While Gallego’s office has placed bets on short-term fixes like heat-reducing pavement and housing for people experiencing homelessness, the city aims to address urban heat for good by covering 25% of its land area with trees by 2030. Trees provide shade, block solar rays, and add moisture to the air, all of which reduces the risk of heat islands. The Office of Heat Response and Mitigation started a cool corridors program in Phoenix last year, and the initiative aims to plant 200 trees per mile—for a total of roughly 2,000 new trees. The plan focuses on neighborhoods with little shade and high pedestrian traffic. 

According to estimates from The Nature Conservancy, achieving that level of tree coverage in the Phoenix metro area would cost about $4 billion, but it would save more than $15 billion in costs related to heat-related deaths and injuries, infrastructure repairs, and lost productivity. A bigger canopy would also lower energy demand and capture more than 35,000 tons of carbon a year—which is like taking more than 28,000 cars off the road. 

The National Picture

Heat islands are expected to get worse across the U.S. as cities continue to sprawl and increase in population. Over the past decade, 57 out of 60 big American cities experienced dangerous temperature spikes during the summer, and metros could become up to 10 degrees warmer during the day and 14 degrees warmer at night by the end of the century. Low-income and minority communities bear the brunt of the impacts, due to the disproportionate lack of canopy in their neighborhoods. 

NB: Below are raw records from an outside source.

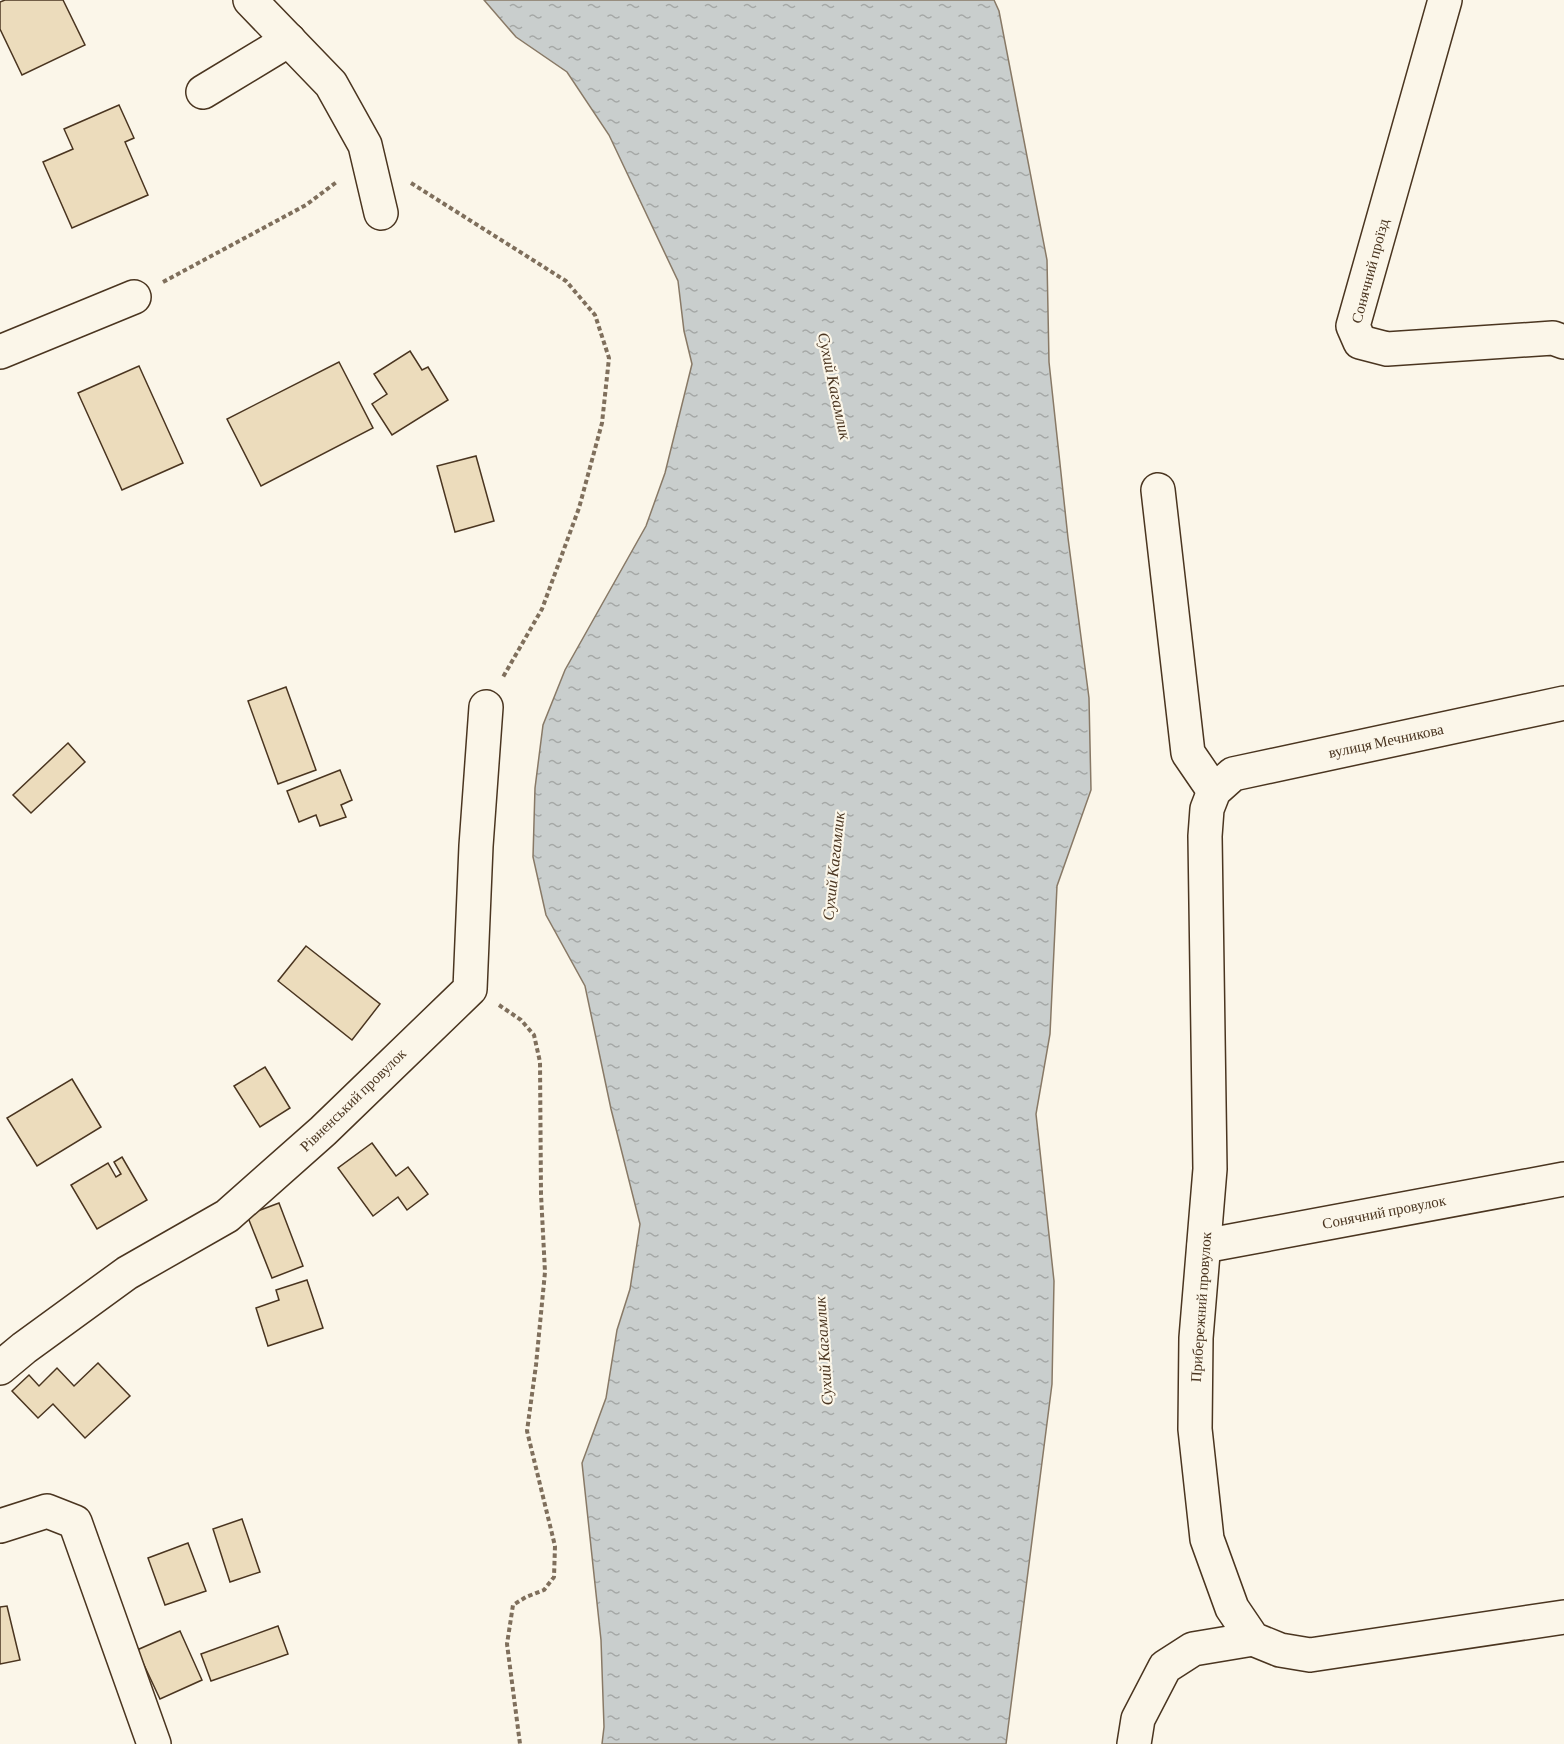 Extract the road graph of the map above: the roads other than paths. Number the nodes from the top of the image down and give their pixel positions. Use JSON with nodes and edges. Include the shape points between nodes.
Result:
{"nodes":[{"id":1,"x":250,"y":0,"type":"edge"},
{"id":2,"x":1445,"y":0,"type":"edge"},
{"id":3,"x":289,"y":40,"type":"junction"},
{"id":4,"x":203,"y":92,"type":"dead end"},
{"id":5,"x":381,"y":213,"type":"dead end"},
{"id":6,"x":134,"y":297,"type":"road end"},
{"id":7,"x":1564,"y":342,"type":"edge"},
{"id":8,"x":0,"y":352,"type":"edge"},
{"id":9,"x":1158,"y":490,"type":"dead end"},
{"id":10,"x":1564,"y":703,"type":"edge"},
{"id":11,"x":486,"y":706,"type":"road end"},
{"id":12,"x":1214,"y":792,"type":"junction"},
{"id":13,"x":1564,"y":1179,"type":"edge"},
{"id":14,"x":1204,"y":1246,"type":"junction"},
{"id":15,"x":0,"y":1368,"type":"edge"},
{"id":16,"x":0,"y":1526,"type":"edge"},
{"id":17,"x":1564,"y":1617,"type":"edge"},
{"id":18,"x":1253,"y":1639,"type":"junction"},
{"id":19,"x":154,"y":1744,"type":"edge"},
{"id":20,"x":1134,"y":1744,"type":"edge"}],
"edges":[{"from":1,"to":3,"type":"street"},
{"from":2,"to":7,"type":"street","name":"Сонячний проїзд","via":[[1353,326],[1360,342],[1386,348],[1553,338]]},
{"from":3,"to":4,"type":"street"},
{"from":3,"to":5,"type":"street","via":[[331,84],[365,144]]},
{"from":6,"to":8,"type":"street"},
{"from":9,"to":12,"type":"street","via":[[1188,753]]},
{"from":10,"to":12,"type":"street","name":"вулиця Мечникова","via":[[1233,774]]},
{"from":11,"to":15,"type":"street","name":"Рівненський провулок","via":[[470,989],[323,1131],[227,1216],[127,1273]]},
{"from":12,"to":14,"type":"street","name":"Прибережний провулок","via":[[1207,809],[1205,836],[1210,1169]]},
{"from":13,"to":14,"type":"street","name":"Сонячний провулок"},
{"from":14,"to":18,"type":"street","name":"Прибережний провулок","via":[[1196,1338],[1195,1429],[1206,1539],[1232,1608]]},
{"from":16,"to":19,"type":"street","via":[[47,1511],[75,1522]]},
{"from":17,"to":18,"type":"street","via":[[1310,1655],[1280,1650]]},
{"from":18,"to":20,"type":"street","via":[[1193,1649],[1165,1667],[1138,1719]]}]} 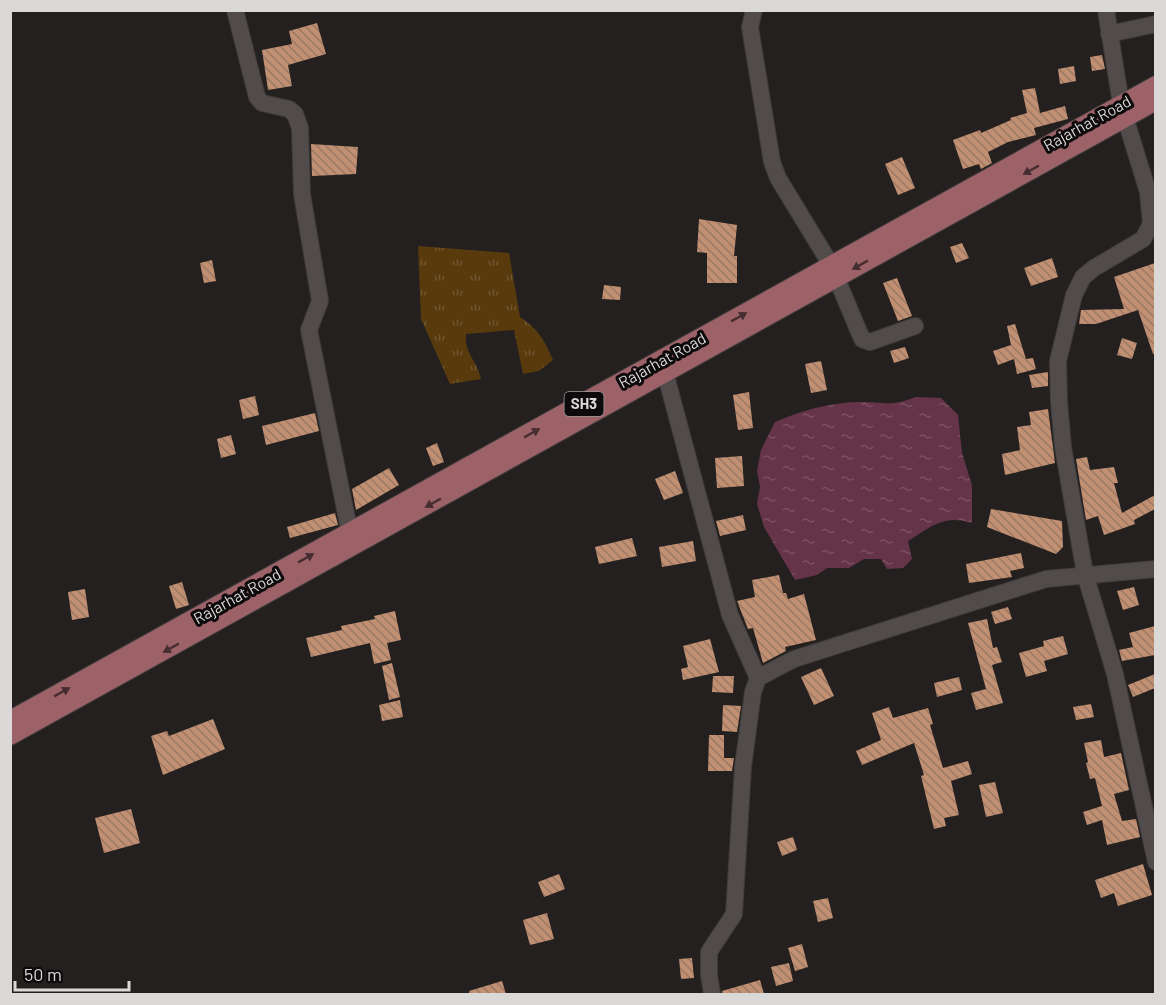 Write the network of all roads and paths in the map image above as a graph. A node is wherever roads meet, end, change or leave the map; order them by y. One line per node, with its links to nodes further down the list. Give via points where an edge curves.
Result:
1 (235, 10): 11 (street, via 257,97 262,103 289,109 300,128 302,194 320,301 309,330)
2 (754, 10): 8 (street, via 750,27 772,162)
3 (1107, 22): 4 (street); 7 (street)
4 (1155, 24)
5 (1155, 85): 7 (main road, Rajarhat Road / SH3)
6 (1155, 101): 7 (main road, Rajarhat Road / SH3)
7 (1123, 111): 8 (main road, Rajarhat Road / SH3); 13 (street, via 1148,192 1151,224 1143,239 1083,277 1074,295 1058,361 1063,447)
8 (833, 272): 9 (street, via 865,342); 10 (main road, Rajarhat Road / SH3)
9 (915, 326)
10 (663, 367): 11 (main road, Rajarhat Road / SH3, one-way to 10); 14 (street, via 730,615); 16 (main road, Rajarhat Road / SH3, one-way to 16)
11 (350, 534): 15 (main road, Rajarhat Road / SH3, one-way to 11)
12 (1155, 569): 13 (street)
13 (1085, 574): 14 (street, via 1046,579 794,659); 17 (street, via 1115,674)
14 (758, 678): 18 (street, via 743,766 734,914 709,952)
15 (10, 720)
16 (10, 736)
17 (1155, 862)
18 (712, 994)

The benefits of planting more trees could be huge. A Lancet study found that doubling tree cover in European cities to 30% would reduce deaths from urban heat islands by 40%. In Shanghai, efforts to increase vegetation would save 579 million kilowatt-hours of electricity per year by reducing demand to cool buildings, which corresponds to 515,000 fewer tons of carbon emissions, or more than 381,000 cars.